Recuerdo los sábados a media tarde, siendo niños, revoloteando alrededor de la estufa.
Olor a pan caliente y a café de trigo. Recuerdo el calor de las brazas quemando nuestros calcetines de lana.
Recuerdo a los gatos durmiendo en las sombras. Recuerdo el olor a humedad y a goteras cayendo sobre las paredes.
El cielo siempre gris, la neblina siempre espesa, las montañas vestidas de blanco, árboles con sangre verde oscura y aves anunciando lluvia.
Recuerdo nuestras pieles pálidas, recuerdo mis mejillas rojas, tal vez por la rosácea o por tenerte cerca.
Recuerdo las despedidas, cuando partías por semanas a cuidar a las ovejas, perdiéndote entre los cerros, enterrado en la nieve, acurrucado entre las rocas.
Recuerdo los aullidos, recuerdo los disparos.
Recuerdo escuchar las sirenas del pueblo, tan lejanas tan potentes a media noche.
Media noche, siempre media noche. Tomar unos cuantos abrigos, los bolsos siempre listos, huir.

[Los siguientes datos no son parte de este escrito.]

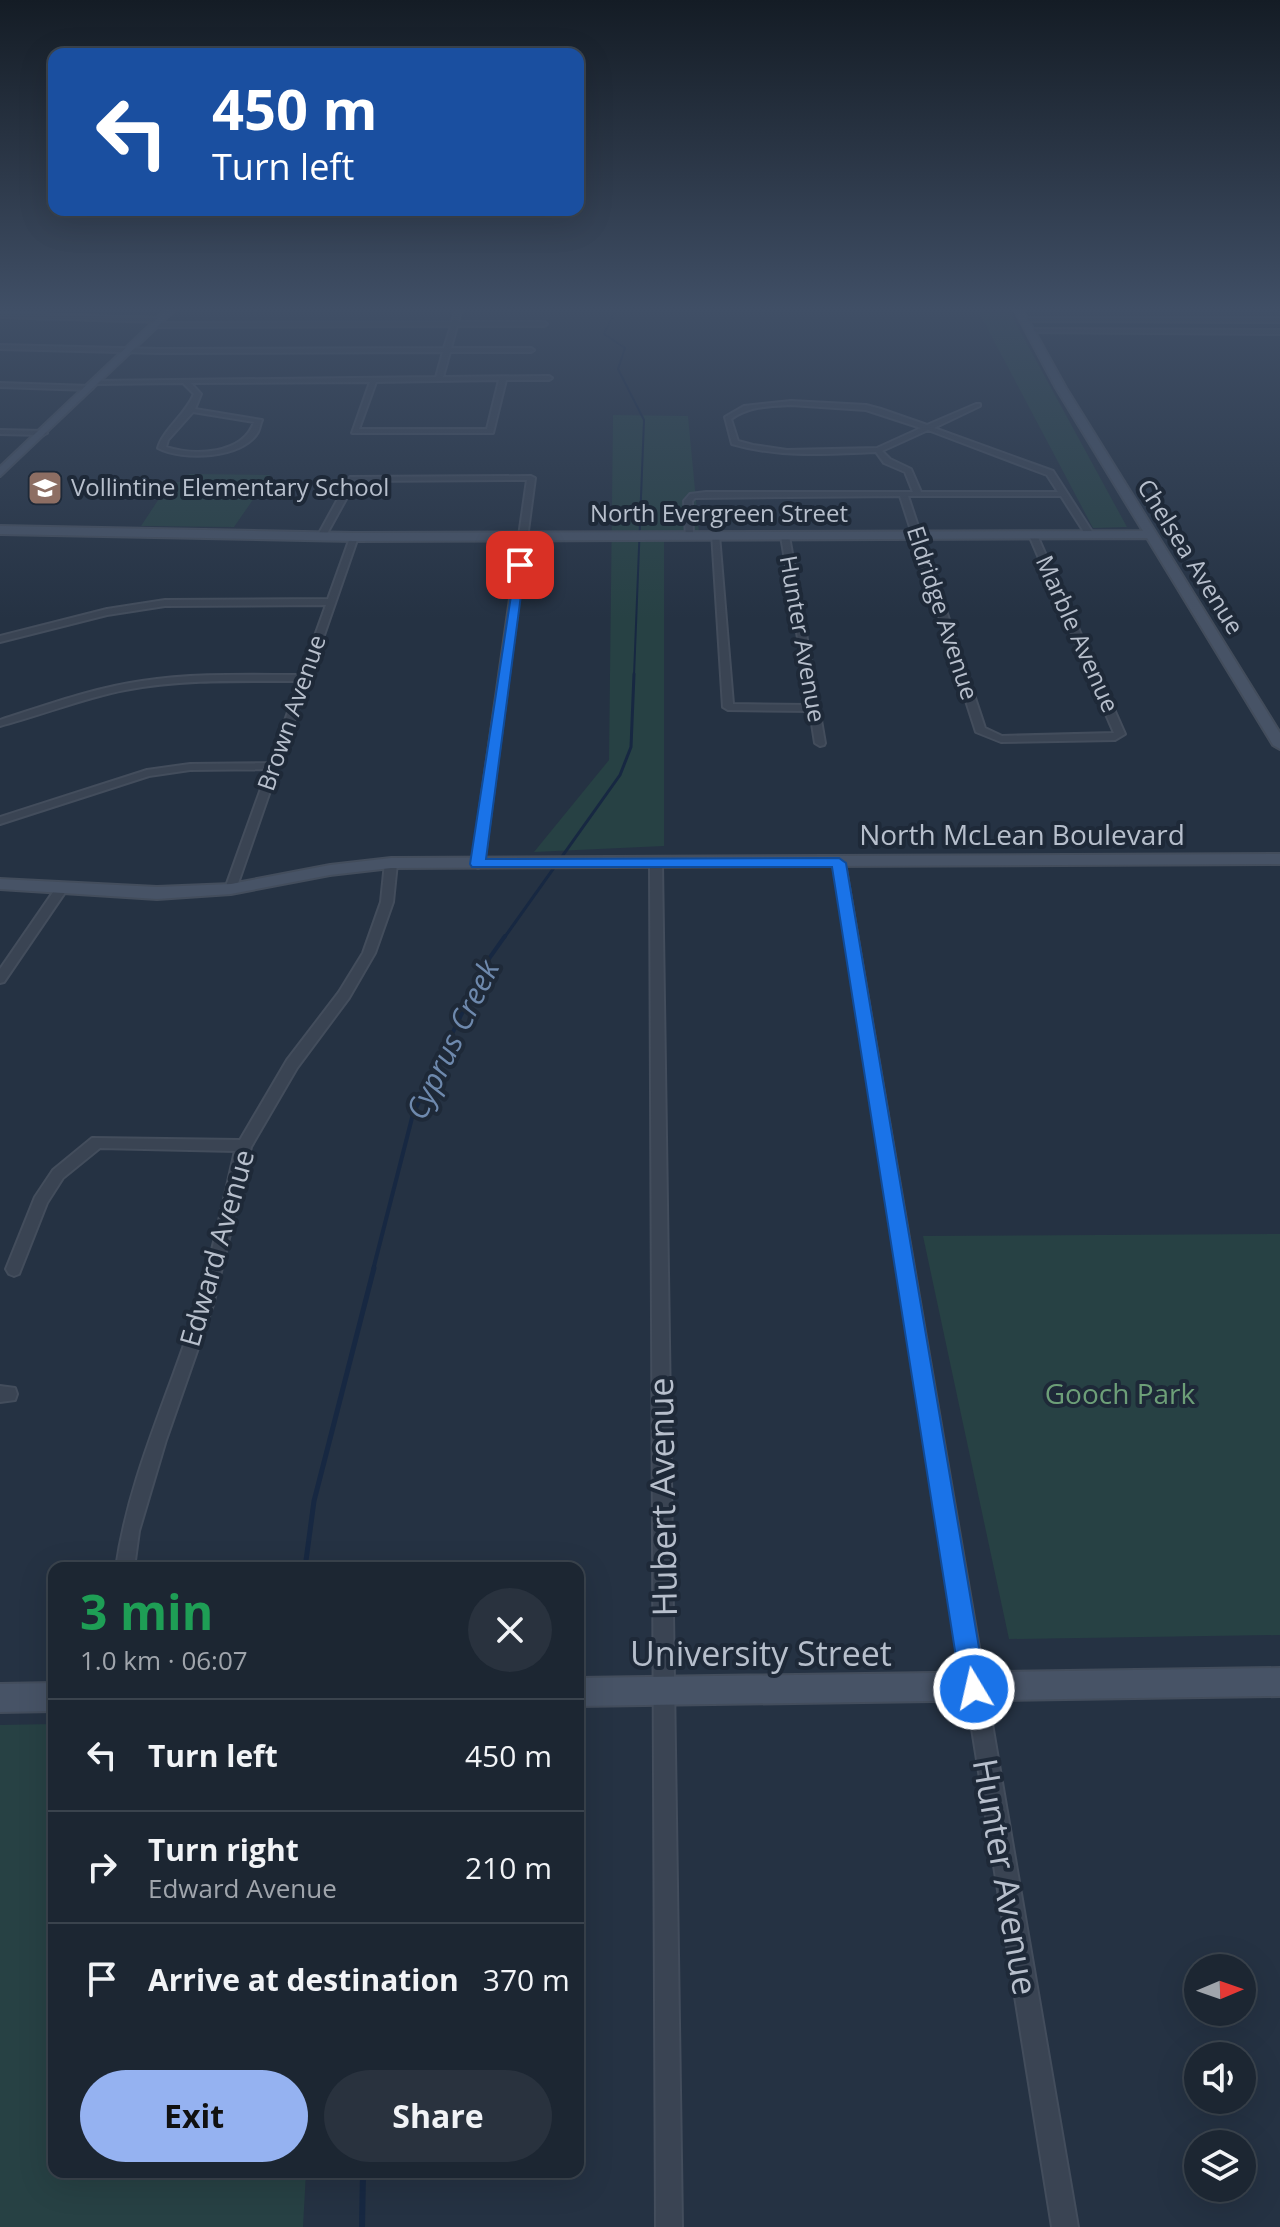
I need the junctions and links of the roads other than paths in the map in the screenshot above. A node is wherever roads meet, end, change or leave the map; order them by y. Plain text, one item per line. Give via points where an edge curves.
1 (66, 411) edge
2 (190, 411) edge
3 (197, 411) edge
4 (362, 411) edge
5 (495, 411) edge
6 (740, 411) edge
7 (876, 411) edge
8 (965, 411) edge
9 (1077, 411) edge
10 (929, 428) junction
11 (0, 432) edge
12 (43, 433) junction
13 (878, 450) junction
14 (0, 473) edge
15 (1064, 494) junction
16 (918, 495) junction
17 (904, 496) junction
18 (0, 530) edge
19 (1089, 533) junction
20 (1150, 534) junction
21 (689, 535) junction
22 (715, 535) junction
23 (1033, 535) junction
24 (524, 536) junction
25 (785, 536) junction
26 (915, 536) junction
27 (321, 537) junction
28 (354, 537) junction
29 (332, 602) junction
30 (0, 639) edge
31 (303, 678) junction
32 (814, 708) junction
33 (0, 723) edge
34 (980, 730) joint
35 (820, 743) dead end
36 (1280, 745) edge
37 (273, 766) junction
38 (0, 821) edge
39 (1280, 859) edge
40 (391, 863) junction
41 (839, 863) junction
42 (478, 864) junction
43 (656, 864) junction
44 (0, 884) edge
45 (62, 888) junction
46 (231, 889) junction
47 (0, 979) edge
48 (244, 1146) junction
49 (14, 1269) dead end
50 (126, 1562) edge
51 (1280, 1682) edge
52 (974, 1689) junction
53 (665, 1691) junction
54 (584, 1692) edge
55 (48, 1697) edge
56 (0, 1698) edge
57 (669, 2227) edge
58 (1065, 2227) edge

1 - 12 street
2 - 3 street via 162,448 233,450 257,428 258,420
4 - 5 street via 355,431 490,431
6 - 13 street, Marble Avenue via 727,418 735,442 754,449
7 - 10 street, Marble Avenue
8 - 10 street
9 - 20 street, Chelsea Avenue
10 - 13 street
10 - 15 street, Marble Avenue via 1050,473
11 - 12 street
12 - 14 street
13 - 16 street, Eldridge Avenue via 908,471
15 - 16 street
15 - 19 street, Marble Avenue
16 - 17 street
17 - 21 street via 693,496 688,501
17 - 26 street, Eldridge Avenue
18 - 27 street, North Evergreen Street
19 - 20 street, North Evergreen Street
19 - 23 street, North Evergreen Street
20 - 36 street, Chelsea Avenue
21 - 22 street, North Evergreen Street
21 - 24 street, North Evergreen Street
22 - 25 street, North Evergreen Street
22 - 32 street via 728,707
23 - 26 street, North Evergreen Street
23 - 34 street, Marble Avenue via 1120,734 1001,739
24 - 27 street via 531,478 353,479
24 - 28 street, North Evergreen Street
24 - 42 street
25 - 26 street, North Evergreen Street
25 - 32 street, Hunter Avenue
26 - 34 street, Eldridge Avenue
27 - 28 street, North Evergreen Street
28 - 29 street, Brown Avenue
29 - 30 street via 165,603
29 - 31 street, Brown Avenue
31 - 33 street via 194,677 141,684
31 - 37 street, Brown Avenue
32 - 35 street, Hunter Avenue
37 - 38 street via 147,773
37 - 46 street, Brown Avenue
39 - 41 street, North McLean Boulevard
40 - 42 street, North McLean Boulevard
40 - 46 street, North McLean Boulevard
40 - 48 street, Edward Avenue via 387,902 369,953 292,1064
41 - 43 street, North McLean Boulevard
41 - 52 street, Hunter Avenue
42 - 43 street, North McLean Boulevard
43 - 53 street, Hubert Avenue
44 - 45 street, North McLean Boulevard
45 - 46 street, North McLean Boulevard via 157,893
45 - 47 street
48 - 49 street via 97,1142 58,1174 40,1201
48 - 50 street, Edward Avenue via 205,1305 157,1440
51 - 52 street, University Street
52 - 53 street, University Street
52 - 58 street, Hunter Avenue
53 - 54 street, University Street
53 - 57 street, Hubert Avenue
55 - 56 street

Las guerras y los soldados. La sangre y la bestialidad.
Nuestras casas eran humildes y aún así no se salvaban del huracán de los uniformes grises.
Después venia la calma. Calma maquillada, nunca capaz de esconder el miedo, entre el silencio y las caras tristes.
Después de los nueve meses debíamos cuidar a más almitas. Las muchachas más jóvenes se secaban. Sus siluetas tan infantiles aún, sus rostros tan vetustos. El ciclo siempre era el mismo.
Ya sabía que pronto yo también sería una de ellas.
Los uniformes siempre llegaban después de las sirenas.